# What you are asked to do
From the records below, please return each line that holds the word "Georges".

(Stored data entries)
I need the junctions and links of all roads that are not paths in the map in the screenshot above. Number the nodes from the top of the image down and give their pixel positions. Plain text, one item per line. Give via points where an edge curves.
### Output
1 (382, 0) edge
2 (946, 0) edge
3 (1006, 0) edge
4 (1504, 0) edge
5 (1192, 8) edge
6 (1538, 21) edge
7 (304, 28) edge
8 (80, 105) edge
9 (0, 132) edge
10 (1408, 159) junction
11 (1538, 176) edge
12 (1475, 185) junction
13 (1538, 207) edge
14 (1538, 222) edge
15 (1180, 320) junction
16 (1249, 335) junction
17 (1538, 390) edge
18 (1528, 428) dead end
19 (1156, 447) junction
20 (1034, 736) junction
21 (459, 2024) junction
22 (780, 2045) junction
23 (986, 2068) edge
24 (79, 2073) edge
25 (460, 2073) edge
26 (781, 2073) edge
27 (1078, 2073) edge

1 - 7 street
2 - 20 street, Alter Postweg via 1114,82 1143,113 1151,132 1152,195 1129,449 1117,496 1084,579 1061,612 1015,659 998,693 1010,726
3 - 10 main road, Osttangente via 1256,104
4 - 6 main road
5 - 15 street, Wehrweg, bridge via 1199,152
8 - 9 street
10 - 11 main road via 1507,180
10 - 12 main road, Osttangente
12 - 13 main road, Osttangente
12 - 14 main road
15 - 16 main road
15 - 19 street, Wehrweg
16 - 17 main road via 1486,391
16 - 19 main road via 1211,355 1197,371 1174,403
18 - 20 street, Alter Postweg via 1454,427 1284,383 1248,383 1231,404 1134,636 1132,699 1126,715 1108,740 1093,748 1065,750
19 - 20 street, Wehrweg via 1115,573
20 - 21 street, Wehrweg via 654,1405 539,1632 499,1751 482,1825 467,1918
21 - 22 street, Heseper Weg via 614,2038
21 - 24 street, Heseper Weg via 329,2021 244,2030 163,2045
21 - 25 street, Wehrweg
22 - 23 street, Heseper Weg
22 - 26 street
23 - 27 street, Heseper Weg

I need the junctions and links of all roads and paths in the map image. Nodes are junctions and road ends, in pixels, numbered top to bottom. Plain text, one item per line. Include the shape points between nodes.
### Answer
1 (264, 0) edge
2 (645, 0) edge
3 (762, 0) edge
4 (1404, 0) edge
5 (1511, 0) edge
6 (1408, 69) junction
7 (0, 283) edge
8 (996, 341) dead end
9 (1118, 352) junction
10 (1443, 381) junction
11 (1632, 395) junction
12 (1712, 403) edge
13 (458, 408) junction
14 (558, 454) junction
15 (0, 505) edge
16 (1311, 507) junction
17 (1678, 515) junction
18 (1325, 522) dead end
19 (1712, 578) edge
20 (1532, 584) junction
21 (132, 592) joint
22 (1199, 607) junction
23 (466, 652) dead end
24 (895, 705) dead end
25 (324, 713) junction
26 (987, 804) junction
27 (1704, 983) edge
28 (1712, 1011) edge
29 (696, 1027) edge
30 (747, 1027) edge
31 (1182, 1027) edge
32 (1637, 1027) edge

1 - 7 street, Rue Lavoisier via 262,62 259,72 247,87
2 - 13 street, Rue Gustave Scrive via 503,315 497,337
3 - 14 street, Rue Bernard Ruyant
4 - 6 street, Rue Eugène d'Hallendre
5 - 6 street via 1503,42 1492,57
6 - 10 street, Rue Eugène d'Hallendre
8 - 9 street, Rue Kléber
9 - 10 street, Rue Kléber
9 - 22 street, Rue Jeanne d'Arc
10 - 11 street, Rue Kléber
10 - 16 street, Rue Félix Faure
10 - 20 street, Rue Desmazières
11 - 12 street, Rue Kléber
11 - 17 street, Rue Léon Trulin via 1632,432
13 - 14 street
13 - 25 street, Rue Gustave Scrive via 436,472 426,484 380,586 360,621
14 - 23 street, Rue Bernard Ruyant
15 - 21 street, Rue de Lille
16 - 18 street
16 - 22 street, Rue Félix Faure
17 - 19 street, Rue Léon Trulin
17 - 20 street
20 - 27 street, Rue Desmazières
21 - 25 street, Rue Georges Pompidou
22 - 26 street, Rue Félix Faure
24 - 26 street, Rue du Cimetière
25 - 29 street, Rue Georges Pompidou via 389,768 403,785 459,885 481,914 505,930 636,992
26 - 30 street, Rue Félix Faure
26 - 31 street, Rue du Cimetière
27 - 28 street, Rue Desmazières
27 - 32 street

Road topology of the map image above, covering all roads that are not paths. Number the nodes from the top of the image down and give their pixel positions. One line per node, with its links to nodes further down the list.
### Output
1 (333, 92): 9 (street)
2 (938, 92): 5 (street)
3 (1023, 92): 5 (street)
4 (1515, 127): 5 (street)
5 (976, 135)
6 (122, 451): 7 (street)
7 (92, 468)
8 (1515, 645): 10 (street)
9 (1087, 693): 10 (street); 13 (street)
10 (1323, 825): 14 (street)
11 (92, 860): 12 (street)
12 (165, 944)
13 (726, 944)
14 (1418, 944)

# Your solution
21 - 25 street, Rue Georges Pompidou
25 - 29 street, Rue Georges Pompidou via 389,768 403,785 459,885 481,914 505,930 636,992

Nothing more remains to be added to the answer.